PGL Lasy Państwowe będą w pełni i otwarcie współpracować oraz realizować wspólne przedsięwzięcia z organami i organizacjami powołanymi do ochrony przyrody, czyniąc z nich sprzymierzeńców i partnerów w tym zakresie. Miernikiem realizacji tego celu będzie liczba przedsięwzięć realizowanych przez PGL Lasy Państwowe”
Proponuję polskim naukowcom leśnym z IBL, tym podpisującymi listy poparcia dla kolejnych pomysłów tej organizacji, pochylić się nad tymi miernikami. Sześć lat już upłynęło i trochę materiału powinno dać się zebrać.
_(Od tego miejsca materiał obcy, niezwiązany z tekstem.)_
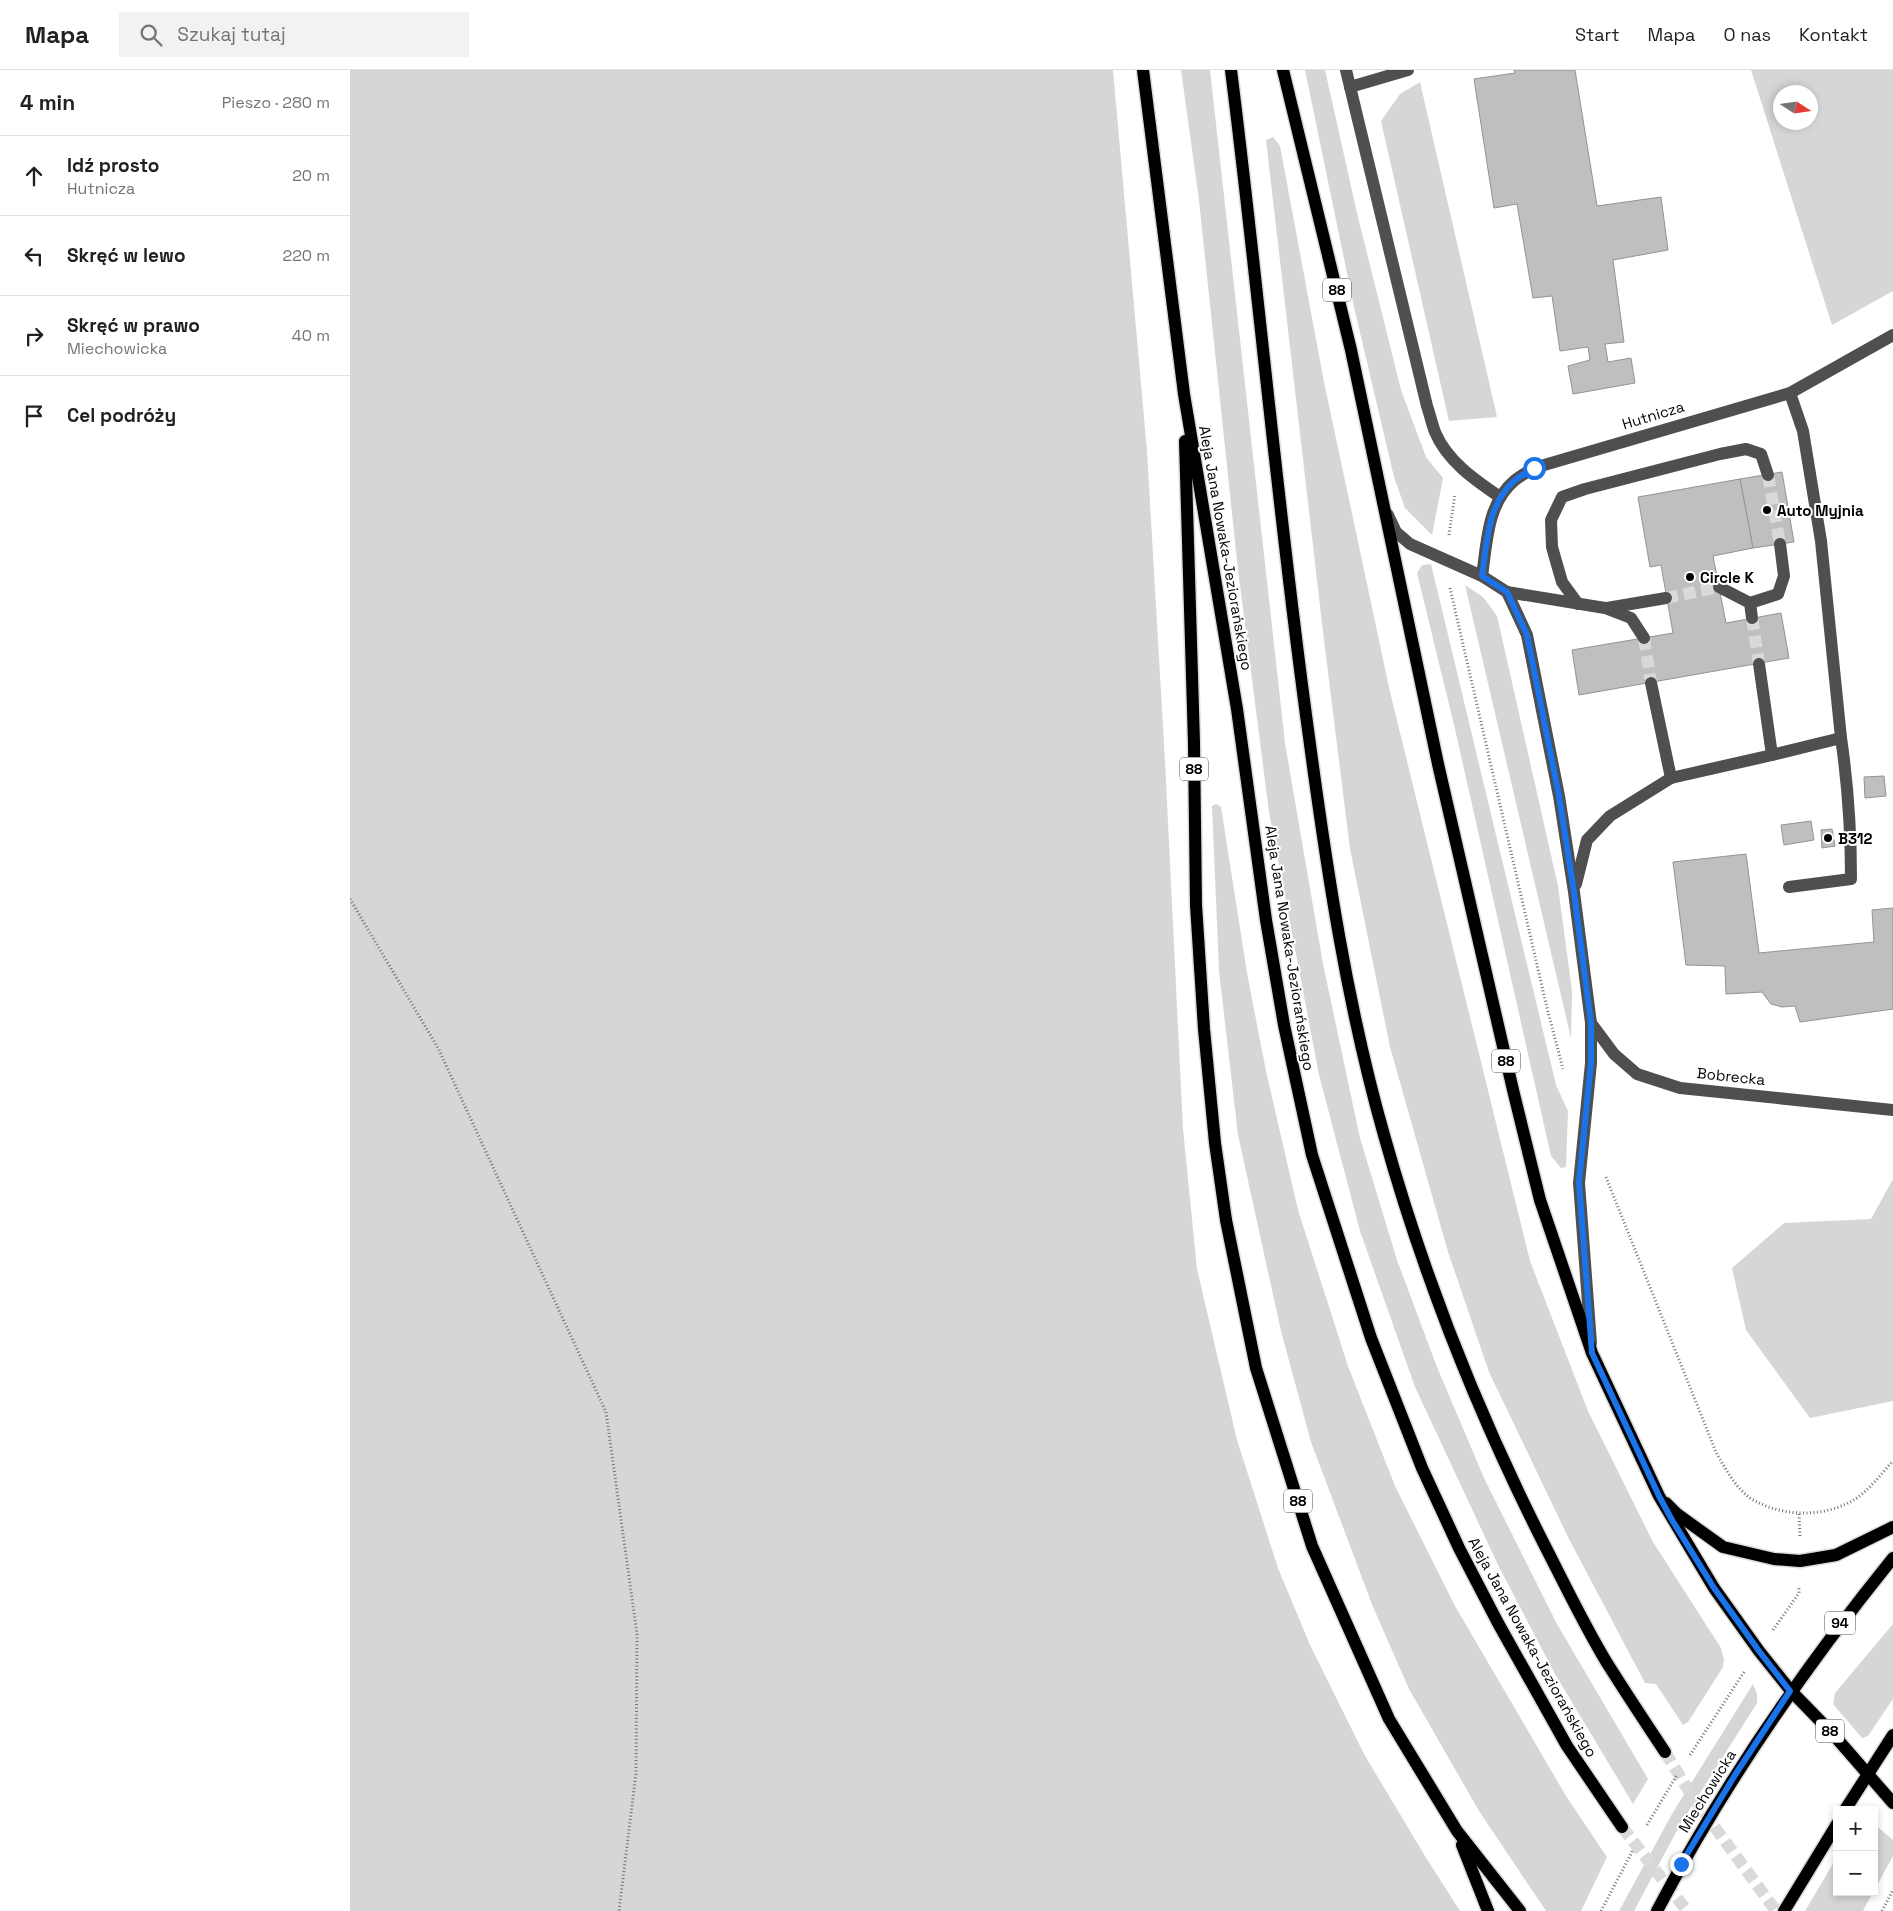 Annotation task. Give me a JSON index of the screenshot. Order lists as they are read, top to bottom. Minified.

Ale tutaj jestem być może niesprawiedliwy bo już przed rokiem opisywałem moje wrażenia z lektury materiałów na zjeździe Polskiego Towarzystwa Leśnego w http://www.forest-monitor.com/pl/mity-wielofunkcyjnej-gospodarki-lesnej-zawedrowaly-na-salony/ zwłaszcza z przedstawienia pracy naukowej prof. prof. Jana Holeksy i Zbigniewa Mirka „Wielofunkcyjna gospodarka leśna – Mit czy rzeczywistość?”
Rzeczywistość, odpowiedzieli panowie profesorowie i za mitologów uznali przyrodników, podając przykład prof. Tomasza Wesołowskiego.
Z panelu ekspertów Narodowego Programu Leśnego można i powinno się zacytować wypowiedź dr. Romualda Olaczka pod znamiennym tytułem: Czy gospodarka leśna jest (może być) narzędziem ochrony przyrody?
Treść tego referatu wygłoszonego w roku 2014 jest interesująca z punktu widzenia różnic w realizowaniu ochrony przyrody. Wtedy cytowany przez autora prof. Kazimierz Rykowski mógł napisać zdanie: „Dwudziestoletni wysiłek reformowania / ekologizowania gospodarki leśnej kończy się dla leśników postępującym ubezwłasnowolnieniem przez ochronę przyrody”
Dzisiaj to ubezwłasnowolnienie powinno odnieść się do ochrony przyrody i jej urzędów, w oczach przyrodników pozostających pod panowaniem organizacji Lasy Państwowe.
Ale słowa dr. Romualda Olaczka są dalej aktualne, cytuję:
„Zgodność celów, sprzeczności w działaniu.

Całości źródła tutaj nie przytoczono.